Advancing Ecosystem Restoration with Smarter Permitting panelists (left to right): Moderator Letitia Grenier (2020 PPIC CalTrout Ecosystem Fellow and resilient landscapes program manager, San Francisco Estuary Institute), Heather Dyer (CEO/general manager, San Bernardino Valley Municipal Water District), Xavier Fernandez (planning manager, San Francisco Bay Regional Water Quality Control Board), Erika Lovejoy (program director, accelerating restoration, Sustainable Conservation).
In case you missed it, the Public Policy Institute of California’s Water Center (PPIC) hosted a fantastic panel webinar on smarter ecosystem permitting this month. The panel discussed findings in PPIC’s latest ecosystem restoration report and tapped California restoration experts including our own Erika Lovejoy, who directs our Accelerating Restoration program to develop policy and regulatory incentives that increase the pace and scale of habitat restoration and water quality improvement projects in California.
Watch the full event here!
Saving Time and Money
In addition to a Habitat Restoration and Enhancement Act shout-out, the report also covers a key component of accelerating restoration permitting efforts in California: these permits save money.

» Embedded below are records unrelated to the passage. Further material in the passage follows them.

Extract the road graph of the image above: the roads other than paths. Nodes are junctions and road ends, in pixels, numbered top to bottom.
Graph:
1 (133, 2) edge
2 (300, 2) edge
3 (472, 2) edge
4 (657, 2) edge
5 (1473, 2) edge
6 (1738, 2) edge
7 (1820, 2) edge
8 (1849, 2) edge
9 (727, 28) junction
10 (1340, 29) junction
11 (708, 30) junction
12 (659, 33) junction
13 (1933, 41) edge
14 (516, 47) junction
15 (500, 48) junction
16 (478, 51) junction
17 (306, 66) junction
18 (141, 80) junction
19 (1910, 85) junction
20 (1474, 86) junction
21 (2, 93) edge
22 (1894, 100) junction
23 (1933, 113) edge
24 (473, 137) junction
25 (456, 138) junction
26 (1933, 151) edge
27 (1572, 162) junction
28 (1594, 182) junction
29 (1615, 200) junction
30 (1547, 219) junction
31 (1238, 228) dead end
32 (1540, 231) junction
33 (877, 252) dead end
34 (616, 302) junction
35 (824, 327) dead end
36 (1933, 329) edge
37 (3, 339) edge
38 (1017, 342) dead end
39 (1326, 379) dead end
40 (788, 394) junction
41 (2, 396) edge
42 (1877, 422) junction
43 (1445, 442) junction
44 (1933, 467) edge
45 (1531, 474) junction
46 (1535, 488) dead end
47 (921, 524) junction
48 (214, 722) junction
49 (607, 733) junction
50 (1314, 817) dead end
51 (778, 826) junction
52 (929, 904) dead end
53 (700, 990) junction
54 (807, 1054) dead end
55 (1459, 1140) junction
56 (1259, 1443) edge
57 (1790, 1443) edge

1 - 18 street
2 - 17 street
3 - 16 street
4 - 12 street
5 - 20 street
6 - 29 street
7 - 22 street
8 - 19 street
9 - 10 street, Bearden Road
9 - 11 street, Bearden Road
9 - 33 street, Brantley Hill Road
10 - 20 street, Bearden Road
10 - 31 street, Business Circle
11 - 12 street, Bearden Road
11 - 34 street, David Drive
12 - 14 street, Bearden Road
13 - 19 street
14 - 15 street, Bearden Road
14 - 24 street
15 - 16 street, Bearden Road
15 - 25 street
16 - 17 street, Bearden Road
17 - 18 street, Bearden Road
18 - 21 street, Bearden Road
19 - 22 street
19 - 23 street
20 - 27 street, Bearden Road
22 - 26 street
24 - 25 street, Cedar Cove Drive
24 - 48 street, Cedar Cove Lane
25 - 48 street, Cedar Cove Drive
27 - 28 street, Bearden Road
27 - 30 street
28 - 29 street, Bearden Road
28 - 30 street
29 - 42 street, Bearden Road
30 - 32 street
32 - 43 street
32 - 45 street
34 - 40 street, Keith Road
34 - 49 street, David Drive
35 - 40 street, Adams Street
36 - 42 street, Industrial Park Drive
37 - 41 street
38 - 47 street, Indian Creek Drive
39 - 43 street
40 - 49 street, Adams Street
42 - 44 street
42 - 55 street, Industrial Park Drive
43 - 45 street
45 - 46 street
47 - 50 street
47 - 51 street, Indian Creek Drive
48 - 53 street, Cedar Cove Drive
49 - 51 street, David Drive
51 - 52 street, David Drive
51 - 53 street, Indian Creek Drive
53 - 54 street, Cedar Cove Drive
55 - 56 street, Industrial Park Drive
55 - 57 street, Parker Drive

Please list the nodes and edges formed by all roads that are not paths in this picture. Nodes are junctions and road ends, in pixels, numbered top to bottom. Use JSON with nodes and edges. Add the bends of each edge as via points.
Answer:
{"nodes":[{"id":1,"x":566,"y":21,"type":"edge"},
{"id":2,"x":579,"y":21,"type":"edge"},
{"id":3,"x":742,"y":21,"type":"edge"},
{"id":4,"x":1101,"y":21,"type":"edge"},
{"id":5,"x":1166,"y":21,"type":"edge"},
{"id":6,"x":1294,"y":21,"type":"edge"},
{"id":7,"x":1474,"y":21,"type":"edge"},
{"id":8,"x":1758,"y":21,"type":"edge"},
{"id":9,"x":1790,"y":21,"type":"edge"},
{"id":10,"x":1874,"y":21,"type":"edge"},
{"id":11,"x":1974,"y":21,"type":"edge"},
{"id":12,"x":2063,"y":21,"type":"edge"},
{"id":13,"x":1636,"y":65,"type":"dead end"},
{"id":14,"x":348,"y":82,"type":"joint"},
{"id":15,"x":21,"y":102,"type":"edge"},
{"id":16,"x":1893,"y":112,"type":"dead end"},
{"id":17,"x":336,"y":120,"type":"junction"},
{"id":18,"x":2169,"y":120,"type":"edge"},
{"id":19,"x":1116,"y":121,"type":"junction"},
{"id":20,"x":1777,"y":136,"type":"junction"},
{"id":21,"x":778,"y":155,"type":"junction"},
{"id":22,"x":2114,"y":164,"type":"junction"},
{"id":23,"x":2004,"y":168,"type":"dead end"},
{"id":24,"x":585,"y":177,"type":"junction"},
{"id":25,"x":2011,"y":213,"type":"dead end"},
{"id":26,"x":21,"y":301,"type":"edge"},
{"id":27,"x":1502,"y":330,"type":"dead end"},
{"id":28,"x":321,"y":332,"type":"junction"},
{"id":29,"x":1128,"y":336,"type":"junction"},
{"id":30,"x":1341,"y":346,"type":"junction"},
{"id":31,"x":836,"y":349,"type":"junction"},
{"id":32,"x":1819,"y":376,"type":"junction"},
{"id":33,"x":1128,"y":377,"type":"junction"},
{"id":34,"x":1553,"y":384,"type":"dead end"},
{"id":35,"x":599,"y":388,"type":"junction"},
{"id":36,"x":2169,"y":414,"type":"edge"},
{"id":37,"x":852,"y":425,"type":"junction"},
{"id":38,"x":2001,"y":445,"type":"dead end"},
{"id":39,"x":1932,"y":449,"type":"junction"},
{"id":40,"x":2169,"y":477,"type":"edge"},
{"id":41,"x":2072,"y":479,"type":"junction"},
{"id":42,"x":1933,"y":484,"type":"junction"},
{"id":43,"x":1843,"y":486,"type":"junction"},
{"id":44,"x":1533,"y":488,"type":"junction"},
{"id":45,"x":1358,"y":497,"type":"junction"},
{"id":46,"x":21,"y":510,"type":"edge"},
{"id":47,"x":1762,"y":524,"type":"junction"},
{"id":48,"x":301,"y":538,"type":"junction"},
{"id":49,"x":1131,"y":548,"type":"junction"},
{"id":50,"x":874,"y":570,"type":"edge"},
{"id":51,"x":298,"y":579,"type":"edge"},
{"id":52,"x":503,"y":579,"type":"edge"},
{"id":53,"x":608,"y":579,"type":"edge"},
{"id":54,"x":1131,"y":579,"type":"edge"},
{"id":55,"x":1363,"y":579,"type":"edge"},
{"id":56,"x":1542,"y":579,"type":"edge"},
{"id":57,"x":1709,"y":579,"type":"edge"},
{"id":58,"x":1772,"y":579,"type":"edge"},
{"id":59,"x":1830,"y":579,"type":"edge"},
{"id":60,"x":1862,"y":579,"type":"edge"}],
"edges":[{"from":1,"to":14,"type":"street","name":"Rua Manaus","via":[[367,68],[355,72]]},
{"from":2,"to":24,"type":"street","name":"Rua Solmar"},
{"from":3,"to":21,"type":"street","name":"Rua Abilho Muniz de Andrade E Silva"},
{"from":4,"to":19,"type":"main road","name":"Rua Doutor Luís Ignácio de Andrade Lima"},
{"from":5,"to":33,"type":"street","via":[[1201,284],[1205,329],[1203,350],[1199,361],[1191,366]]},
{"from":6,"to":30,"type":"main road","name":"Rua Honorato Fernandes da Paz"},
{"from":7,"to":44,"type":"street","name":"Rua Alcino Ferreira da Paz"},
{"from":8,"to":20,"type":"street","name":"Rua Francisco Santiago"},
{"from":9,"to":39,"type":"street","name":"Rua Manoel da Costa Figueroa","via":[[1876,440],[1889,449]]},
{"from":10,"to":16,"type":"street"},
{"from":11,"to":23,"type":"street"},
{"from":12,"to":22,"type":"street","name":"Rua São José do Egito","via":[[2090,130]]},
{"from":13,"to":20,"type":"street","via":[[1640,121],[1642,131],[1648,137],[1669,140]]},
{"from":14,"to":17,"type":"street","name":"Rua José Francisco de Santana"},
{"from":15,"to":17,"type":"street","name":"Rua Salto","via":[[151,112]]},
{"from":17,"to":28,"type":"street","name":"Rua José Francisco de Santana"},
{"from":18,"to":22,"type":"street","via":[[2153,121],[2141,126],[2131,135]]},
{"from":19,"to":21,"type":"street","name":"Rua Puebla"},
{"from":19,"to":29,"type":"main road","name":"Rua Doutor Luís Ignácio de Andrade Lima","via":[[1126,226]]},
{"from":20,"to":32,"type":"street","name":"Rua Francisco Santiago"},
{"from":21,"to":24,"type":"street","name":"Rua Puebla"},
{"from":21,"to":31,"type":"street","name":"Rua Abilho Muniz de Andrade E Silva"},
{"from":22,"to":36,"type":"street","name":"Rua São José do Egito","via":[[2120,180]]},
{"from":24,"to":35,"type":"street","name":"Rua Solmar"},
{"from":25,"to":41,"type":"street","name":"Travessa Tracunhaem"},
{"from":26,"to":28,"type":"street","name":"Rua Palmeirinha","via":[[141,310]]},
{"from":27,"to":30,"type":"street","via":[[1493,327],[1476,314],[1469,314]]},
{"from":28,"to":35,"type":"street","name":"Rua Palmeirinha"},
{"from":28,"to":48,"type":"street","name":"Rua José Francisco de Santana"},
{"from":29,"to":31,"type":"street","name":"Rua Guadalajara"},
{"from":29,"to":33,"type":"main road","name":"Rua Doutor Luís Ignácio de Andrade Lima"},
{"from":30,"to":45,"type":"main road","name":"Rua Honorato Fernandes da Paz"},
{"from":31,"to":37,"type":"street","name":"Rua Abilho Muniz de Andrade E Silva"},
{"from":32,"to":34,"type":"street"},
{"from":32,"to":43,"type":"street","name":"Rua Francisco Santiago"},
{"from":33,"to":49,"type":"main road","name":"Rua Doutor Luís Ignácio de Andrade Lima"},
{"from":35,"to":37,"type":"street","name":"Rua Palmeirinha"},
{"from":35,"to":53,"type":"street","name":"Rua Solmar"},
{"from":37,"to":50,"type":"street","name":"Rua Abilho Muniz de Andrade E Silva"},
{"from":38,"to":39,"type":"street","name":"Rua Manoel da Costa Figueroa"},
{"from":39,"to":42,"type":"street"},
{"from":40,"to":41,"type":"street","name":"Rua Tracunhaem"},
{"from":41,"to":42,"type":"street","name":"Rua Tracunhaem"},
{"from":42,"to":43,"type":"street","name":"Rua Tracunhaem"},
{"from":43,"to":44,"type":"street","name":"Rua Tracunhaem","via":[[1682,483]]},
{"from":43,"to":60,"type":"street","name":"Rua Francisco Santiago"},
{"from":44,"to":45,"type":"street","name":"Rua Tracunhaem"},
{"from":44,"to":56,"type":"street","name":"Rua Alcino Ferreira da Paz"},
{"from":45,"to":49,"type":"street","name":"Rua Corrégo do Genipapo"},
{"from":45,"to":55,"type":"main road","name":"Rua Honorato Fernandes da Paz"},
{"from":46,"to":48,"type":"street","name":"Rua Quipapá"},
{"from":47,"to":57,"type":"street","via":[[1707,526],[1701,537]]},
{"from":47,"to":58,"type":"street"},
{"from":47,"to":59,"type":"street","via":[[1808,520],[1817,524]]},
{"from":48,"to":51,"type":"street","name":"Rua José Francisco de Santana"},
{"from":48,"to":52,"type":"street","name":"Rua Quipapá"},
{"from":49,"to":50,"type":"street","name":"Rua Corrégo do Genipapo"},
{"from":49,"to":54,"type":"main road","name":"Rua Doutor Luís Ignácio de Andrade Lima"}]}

The chart below documents millions of dollars saved thanks to biological opinions (BOs) at the National Marine Fisheries Service alone – and we’ve helped put many of those processes in place. The most recent is represented by that lovely swath of green Central Valley projects, thanks to our and our partners’ efforts to establish a restoration BO in 2018.
Source: Public Policy Institute of California
Building Real Partnerships
Heather Dyer of San Bernadino Valley Municipal Water District spoke to the need to form real partnerships that address individual needs and find lasting compromise. Xavier Fernandez of the San Francisco Bay Regional Water Quality Control Board noted that real restoration efforts take time and complex planning, but that big ticket projects like floodplain restoration can make a huge difference for our climate and habitat resilience.
Restoration takes time, planning and effort, but Californians are bringing our waterways back to life. Left photo by Paolo Vescia, right photo by Robyn Carliss.
As for working with agencies, Lovejoy noted that it’s important to treat agency staff as the partners they truly are. We can also work to put restoration efforts on a separate permitting track from development, secure more funding for habitat and ecosystem restoration, and support staff so they can help restorationists who are eager to revitalize our waterways with a plethora of innovative and time-tested techniques.
Why Restoration Matters
Different people undertake restoration projects for different reasons, but the overarching theme? No being, be it bipedal, finned, or feathered, can exist in a vacuum.
As panel host Letitia Grenier noted, without ecosystem-wide restoration, human and imperiled species health suffer. Without holistic watershed improvements, we can’t manage our natural resources in a changing climate. Without riparian improvements, recreation and habitat dwindle in tandem, and communities feel the long-reaching brunt of struggling river systems. We are all connected, and that connection is critical to our overall well-being, and survival.